The sight of her only deepened the storm in Jackson’s eyes. He turned back to me, his voice rising.

“You had no right to do this,” he snapped.

“I don’t believe you.

I think you’re here because you want something.”

“Want something?” I repeated, my frustration breaking through. “I don’t want anything from you! I’ve spent my entire life wondering who my father was.

Wondering why he wasn’t there!”

But my words fell flat.

Jackson shook his head, his jaw tight.

“Leave,” he said firmly, stepping back and closing the door.

I stood there, stunned and heartbroken, until the door creaked open again. Suddenly, Julia slipped out.

“Wait,” she called, catching up to me.

“You seem to be my sister, right?”

I hesitated, then nodded. “It’s possible.”

Her face lit up with a small smile.

“Come back tomorrow.

I’ll talk to him. Please.”

***

The next day, I returned to Jackson’s house. I didn’t know what to expect.

When he opened the door, he looked different—calmer, almost vulnerable.

“I owe you an apology,” he said, stepping aside to let me in.

“Yesterday, I… I didn’t handle things well.”

“It’s okay,” I replied. “I understand.

It was a lot to take in.”

We settled into the living room. The pendant lay in his hands as he turned it over slowly, his fingers tracing its edges.

The silence stretched, but finally, he spoke.

“I gave this to your mother the day I asked her to marry me,” he said, his voice low.

“I didn’t have a ring, but I wanted her to know how serious I was. She laughed and said she didn’t need diamonds. But not long after that, she… she ended things.”

“Ended things?” I asked, my brow furrowing.

“Why?”

He sighed heavily.

“I was going to go abroad to follow my dreams. I asked her to go with me.

I didn’t know she was pregnant. If I had…”

His voice trailed off, thick with regret.

“She never told me that,” I murmured.

“She always said she was happy raising me alone.

She never talked about you, not even once.”

Jackson looked up, guilt shadowing his face. “I think she wanted to protect you from… me. I didn’t fight for her the way I should have.

And when I saw you yesterday, all I could think about was Julia.

I was afraid of how she’d react, afraid of failing as a father again.”

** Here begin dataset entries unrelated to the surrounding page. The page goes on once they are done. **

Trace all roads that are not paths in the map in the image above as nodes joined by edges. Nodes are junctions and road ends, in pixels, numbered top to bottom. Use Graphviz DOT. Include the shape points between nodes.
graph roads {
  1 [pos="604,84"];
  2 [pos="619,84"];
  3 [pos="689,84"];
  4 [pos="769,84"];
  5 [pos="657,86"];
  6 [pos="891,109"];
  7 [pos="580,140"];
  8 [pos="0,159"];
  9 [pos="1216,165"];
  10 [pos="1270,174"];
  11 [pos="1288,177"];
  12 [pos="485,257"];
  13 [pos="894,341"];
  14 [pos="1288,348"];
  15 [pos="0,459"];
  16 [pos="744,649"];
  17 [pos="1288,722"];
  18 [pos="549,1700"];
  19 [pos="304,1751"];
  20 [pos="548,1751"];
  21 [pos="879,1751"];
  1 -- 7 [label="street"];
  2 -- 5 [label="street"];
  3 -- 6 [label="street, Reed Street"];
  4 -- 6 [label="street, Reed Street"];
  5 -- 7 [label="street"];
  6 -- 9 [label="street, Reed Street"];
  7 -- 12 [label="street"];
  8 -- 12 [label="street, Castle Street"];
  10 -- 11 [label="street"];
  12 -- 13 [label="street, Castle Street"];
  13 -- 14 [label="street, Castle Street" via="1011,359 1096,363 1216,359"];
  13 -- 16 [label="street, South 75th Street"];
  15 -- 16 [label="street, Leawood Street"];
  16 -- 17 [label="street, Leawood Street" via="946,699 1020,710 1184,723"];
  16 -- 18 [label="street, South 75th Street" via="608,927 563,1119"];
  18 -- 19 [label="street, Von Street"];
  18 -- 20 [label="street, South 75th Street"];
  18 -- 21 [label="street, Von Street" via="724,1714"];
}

Julia, who had been sitting quietly in the corner, stepped forward.

“You didn’t fail me, Dad,” she said, placing a hand on his shoulder. “And maybe this is a chance to make things right.

For all of us.”

I reached into my bag, pulling out an old journal I’d found in the attic.

“I found this,” I said, holding it out to Jackson. “It’s my mom’s diary.

I think you should read it.”

His hands trembled slightly as he opened the worn book.

“What does it say?”

I swallowed hard. “She wrote about why she left. She said she loved you, but she was scared.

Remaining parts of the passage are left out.